Work task:
Give every entry again, word for word.

Exercise data:
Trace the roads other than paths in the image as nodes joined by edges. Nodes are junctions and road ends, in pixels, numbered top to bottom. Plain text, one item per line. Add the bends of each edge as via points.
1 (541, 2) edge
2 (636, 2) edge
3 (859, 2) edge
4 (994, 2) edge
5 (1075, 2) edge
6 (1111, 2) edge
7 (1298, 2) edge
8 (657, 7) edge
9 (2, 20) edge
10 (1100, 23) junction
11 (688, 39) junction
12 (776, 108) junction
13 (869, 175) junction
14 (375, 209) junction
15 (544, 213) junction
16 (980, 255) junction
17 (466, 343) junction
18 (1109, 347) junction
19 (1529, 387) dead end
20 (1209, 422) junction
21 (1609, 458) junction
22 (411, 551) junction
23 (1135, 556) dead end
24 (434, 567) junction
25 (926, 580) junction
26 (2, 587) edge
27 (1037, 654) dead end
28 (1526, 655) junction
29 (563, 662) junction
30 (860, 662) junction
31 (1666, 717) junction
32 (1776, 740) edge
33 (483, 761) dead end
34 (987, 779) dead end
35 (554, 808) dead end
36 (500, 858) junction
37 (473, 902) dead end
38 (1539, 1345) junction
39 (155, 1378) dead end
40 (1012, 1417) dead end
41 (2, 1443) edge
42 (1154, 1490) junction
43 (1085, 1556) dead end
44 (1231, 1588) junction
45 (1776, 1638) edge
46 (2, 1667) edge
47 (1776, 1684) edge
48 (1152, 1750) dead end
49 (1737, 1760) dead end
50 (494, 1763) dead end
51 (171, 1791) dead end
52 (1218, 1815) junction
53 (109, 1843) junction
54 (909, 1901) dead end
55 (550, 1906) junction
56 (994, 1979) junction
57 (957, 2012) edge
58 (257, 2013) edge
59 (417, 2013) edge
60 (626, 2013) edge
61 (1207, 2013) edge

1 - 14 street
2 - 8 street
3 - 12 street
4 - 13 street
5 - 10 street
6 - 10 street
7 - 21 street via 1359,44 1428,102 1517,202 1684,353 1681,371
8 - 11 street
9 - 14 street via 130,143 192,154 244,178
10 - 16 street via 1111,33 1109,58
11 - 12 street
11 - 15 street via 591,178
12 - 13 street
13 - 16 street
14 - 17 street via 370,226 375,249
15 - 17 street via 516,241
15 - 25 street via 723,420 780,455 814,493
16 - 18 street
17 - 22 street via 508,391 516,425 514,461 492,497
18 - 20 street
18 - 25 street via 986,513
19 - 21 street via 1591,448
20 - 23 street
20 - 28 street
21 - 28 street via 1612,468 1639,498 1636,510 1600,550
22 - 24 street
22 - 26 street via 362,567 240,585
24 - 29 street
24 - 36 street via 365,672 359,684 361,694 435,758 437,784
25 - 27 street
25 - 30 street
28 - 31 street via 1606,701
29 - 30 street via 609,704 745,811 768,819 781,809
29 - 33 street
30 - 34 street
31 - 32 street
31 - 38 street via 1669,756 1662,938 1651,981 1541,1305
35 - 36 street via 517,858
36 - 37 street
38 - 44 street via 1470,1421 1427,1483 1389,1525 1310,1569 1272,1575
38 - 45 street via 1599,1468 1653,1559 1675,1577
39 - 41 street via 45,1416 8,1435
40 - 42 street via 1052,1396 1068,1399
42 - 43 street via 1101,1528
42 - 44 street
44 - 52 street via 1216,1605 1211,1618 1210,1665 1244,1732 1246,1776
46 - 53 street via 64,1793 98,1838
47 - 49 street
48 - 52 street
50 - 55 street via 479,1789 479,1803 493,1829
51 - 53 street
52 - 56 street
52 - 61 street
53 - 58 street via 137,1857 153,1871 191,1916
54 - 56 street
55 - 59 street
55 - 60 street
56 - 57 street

Result below:
Trace the roads other than paths in the image as nodes joined by edges. Nodes are junctions and road ends, in pixels, numbered top to bottom. Plain text, one item per line. Add the bends of each edge as via points.
1 (541, 2) edge
2 (636, 2) edge
3 (859, 2) edge
4 (994, 2) edge
5 (1075, 2) edge
6 (1111, 2) edge
7 (1298, 2) edge
8 (657, 7) edge
9 (2, 20) edge
10 (1100, 23) junction
11 (688, 39) junction
12 (776, 108) junction
13 (869, 175) junction
14 (375, 209) junction
15 (544, 213) junction
16 (980, 255) junction
17 (466, 343) junction
18 (1109, 347) junction
19 (1529, 387) dead end
20 (1209, 422) junction
21 (1609, 458) junction
22 (411, 551) junction
23 (1135, 556) dead end
24 (434, 567) junction
25 (926, 580) junction
26 (2, 587) edge
27 (1037, 654) dead end
28 (1526, 655) junction
29 (563, 662) junction
30 (860, 662) junction
31 (1666, 717) junction
32 (1776, 740) edge
33 (483, 761) dead end
34 (987, 779) dead end
35 (554, 808) dead end
36 (500, 858) junction
37 (473, 902) dead end
38 (1539, 1345) junction
39 (155, 1378) dead end
40 (1012, 1417) dead end
41 (2, 1443) edge
42 (1154, 1490) junction
43 (1085, 1556) dead end
44 (1231, 1588) junction
45 (1776, 1638) edge
46 (2, 1667) edge
47 (1776, 1684) edge
48 (1152, 1750) dead end
49 (1737, 1760) dead end
50 (494, 1763) dead end
51 (171, 1791) dead end
52 (1218, 1815) junction
53 (109, 1843) junction
54 (909, 1901) dead end
55 (550, 1906) junction
56 (994, 1979) junction
57 (957, 2012) edge
58 (257, 2013) edge
59 (417, 2013) edge
60 (626, 2013) edge
61 (1207, 2013) edge

1 - 14 street
2 - 8 street
3 - 12 street
4 - 13 street
5 - 10 street
6 - 10 street
7 - 21 street via 1359,44 1428,102 1517,202 1684,353 1681,371
8 - 11 street
9 - 14 street via 130,143 192,154 244,178
10 - 16 street via 1111,33 1109,58
11 - 12 street
11 - 15 street via 591,178
12 - 13 street
13 - 16 street
14 - 17 street via 370,226 375,249
15 - 17 street via 516,241
15 - 25 street via 723,420 780,455 814,493
16 - 18 street
17 - 22 street via 508,391 516,425 514,461 492,497
18 - 20 street
18 - 25 street via 986,513
19 - 21 street via 1591,448
20 - 23 street
20 - 28 street
21 - 28 street via 1612,468 1639,498 1636,510 1600,550
22 - 24 street
22 - 26 street via 362,567 240,585
24 - 29 street
24 - 36 street via 365,672 359,684 361,694 435,758 437,784
25 - 27 street
25 - 30 street
28 - 31 street via 1606,701
29 - 30 street via 609,704 745,811 768,819 781,809
29 - 33 street
30 - 34 street
31 - 32 street
31 - 38 street via 1669,756 1662,938 1651,981 1541,1305
35 - 36 street via 517,858
36 - 37 street
38 - 44 street via 1470,1421 1427,1483 1389,1525 1310,1569 1272,1575
38 - 45 street via 1599,1468 1653,1559 1675,1577
39 - 41 street via 45,1416 8,1435
40 - 42 street via 1052,1396 1068,1399
42 - 43 street via 1101,1528
42 - 44 street
44 - 52 street via 1216,1605 1211,1618 1210,1665 1244,1732 1246,1776
46 - 53 street via 64,1793 98,1838
47 - 49 street
48 - 52 street
50 - 55 street via 479,1789 479,1803 493,1829
51 - 53 street
52 - 56 street
52 - 61 street
53 - 58 street via 137,1857 153,1871 191,1916
54 - 56 street
55 - 59 street
55 - 60 street
56 - 57 street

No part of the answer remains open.